Cardinals of the $P_κ(λ)$-Filter Games

Abstract: We investigate forms of filter extension properties in the two-cardinal setting involving filters on $P_\kappa(\lambda)$. We generalize the filter games introduced by Holy and Schlicht in \cite{HolySchlicht:HierarchyRamseyLikeCardinals} to filters on $P_\kappa(\lambda)$ and show that the existence of a winning strategy for Player II in a game of a certain length can be used to characterize several large cardinal notions such as: $\lambda$-super/strongly compact cardinals, $\lambda$-completely ineffable cardinals, nearly $\lambda$-super/strongly compact cardinals, and various notions of generic super and strong compactness.

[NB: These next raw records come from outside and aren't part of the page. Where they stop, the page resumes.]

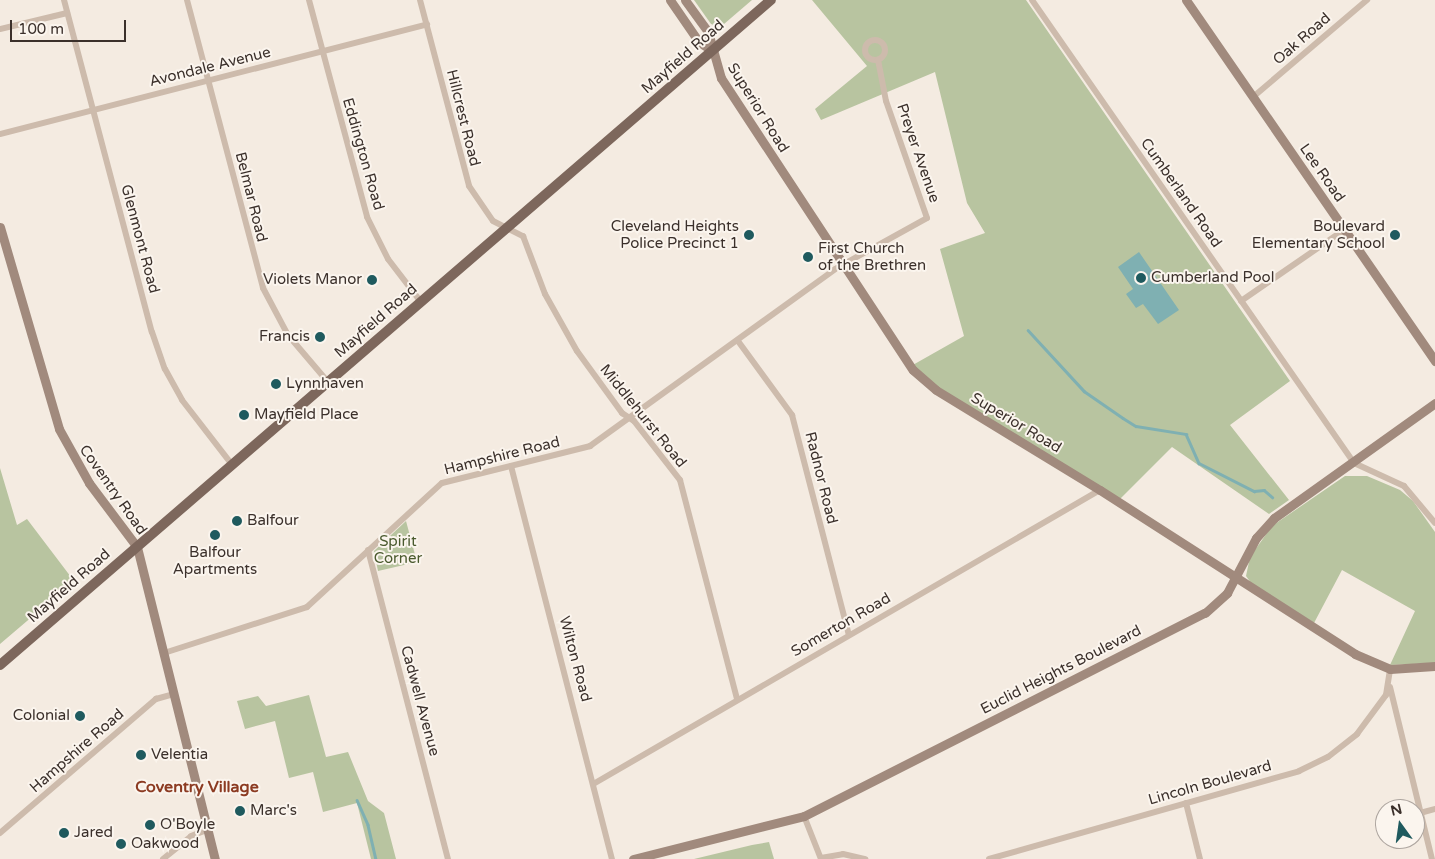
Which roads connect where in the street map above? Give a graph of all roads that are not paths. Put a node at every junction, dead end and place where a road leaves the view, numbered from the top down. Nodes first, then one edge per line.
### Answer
1 (64, 0) edge
2 (187, 0) edge
3 (308, 0) edge
4 (420, 0) edge
5 (670, 0) edge
6 (686, 0) edge
7 (771, 0) edge
8 (1032, 0) edge
9 (1186, 0) edge
10 (1367, 0) edge
11 (67, 13) junction
12 (427, 24) junction
13 (0, 29) edge
14 (322, 50) junction
15 (712, 51) junction
16 (878, 60) dead end
17 (208, 80) junction
18 (1253, 97) junction
19 (93, 109) junction
20 (0, 134) edge
21 (0, 226) edge
22 (506, 230) junction
23 (1344, 230) junction
24 (842, 265) junction
25 (1241, 301) junction
26 (421, 302) junction
27 (738, 340) junction
28 (1435, 361) edge
29 (328, 382) junction
30 (1435, 403) edge
31 (630, 418) junction
32 (1354, 463) junction
33 (234, 466) junction
34 (511, 466) junction
35 (1100, 490) junction
36 (1435, 523) edge
37 (137, 547) junction
38 (368, 550) junction
39 (1236, 578) junction
40 (849, 635) junction
41 (164, 653) junction
42 (0, 665) edge
43 (1435, 666) edge
44 (1390, 669) junction
45 (1390, 686) junction
46 (174, 694) junction
47 (737, 699) junction
48 (595, 783) junction
49 (1417, 799) edge
50 (1186, 803) junction
51 (804, 816) junction
52 (207, 830) junction
53 (1425, 832) edge
54 (0, 833) edge
55 (164, 859) edge
56 (215, 859) edge
57 (448, 859) edge
58 (612, 859) edge
59 (633, 859) edge
60 (821, 859) edge
61 (865, 859) edge
62 (989, 859) edge
63 (1200, 859) edge
64 (1432, 859) edge

1 - 11 street, Glenmont Road
2 - 17 street, Belmar Road
3 - 14 street, Eddington Road
4 - 12 street, Hillcrest Road
5 - 15 street, Superior Road
6 - 15 street, Superior Road
7 - 15 main road, Mayfield Road
8 - 25 street, Cumberland Road
9 - 18 street, Lee Road
10 - 18 street, Oak Road
11 - 13 street
11 - 19 street, Glenmont Road
12 - 14 street, Avondale Avenue
12 - 22 street, Hillcrest Road
14 - 17 street, Avondale Avenue
14 - 26 street, Eddington Road
15 - 22 main road, Mayfield Road
15 - 24 street, Superior Road
16 - 24 street, Preyer Avenue
17 - 19 street, Avondale Avenue
17 - 29 street, Belmar Road
18 - 23 street, Lee Road
19 - 20 street, Avondale Avenue
19 - 33 street, Glenmont Road
21 - 37 street, Coventry Road
22 - 26 main road, Mayfield Road
22 - 31 street, Middlehurst Road
23 - 25 street
23 - 28 street, Lee Road
24 - 27 street, Hampshire Road
24 - 35 street, Superior Road
25 - 32 street, Cumberland Road
26 - 29 main road, Mayfield Road
27 - 31 street, Hampshire Road
27 - 40 street, Radnor Road
29 - 33 main road, Mayfield Road
30 - 32 street, Euclid Heights Boulevard
31 - 34 street, Hampshire Road
31 - 47 street, Middlehurst Road
32 - 36 street
32 - 39 street, Euclid Heights Boulevard
33 - 37 main road, Mayfield Road
34 - 38 street, Hampshire Road
34 - 48 street, Wilton Road
35 - 39 street, Superior Road
35 - 40 street, Somerton Road
37 - 41 street, Coventry Road
37 - 42 main road, Mayfield Road
38 - 41 street, Hampshire Road
38 - 57 street, Cadwell Avenue
39 - 44 street, Superior Road
39 - 51 street, Euclid Heights Boulevard
40 - 47 street, Somerton Road
41 - 46 street, Coventry Road
43 - 44 street, Superior Road
44 - 45 street, Lincoln Boulevard
45 - 49 street
45 - 50 street, Lincoln Boulevard
46 - 52 street, Coventry Road
46 - 54 street, Hampshire Road
47 - 48 street, Somerton Road
48 - 58 street, Wilton Road
50 - 62 street, Lincoln Boulevard
50 - 63 street
51 - 59 street, Euclid Heights Boulevard
51 - 60 street
52 - 55 street
52 - 56 street, Coventry Road
53 - 64 street
60 - 61 street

We generalize a result of Nielson from \cite{NielsenWelch:games_and_Ramsey-like_cardinals} connecting the existence of a winning strategy for Player II in a game of finite length and two-cardinal indescribability. We generalize the result of \cite{ForMagZem} to construct a fine $\kappa$-complete precipitous ideal on $P_\kappa(\lambda)$ from a winning strategy for Player II in a game of length $\omega$. Finally, we improve Theorems 1.2 and 1.4 from \cite{ForMagZem} and partially answer questions Q.1 and Q.2 from \cite{ForMagZem}.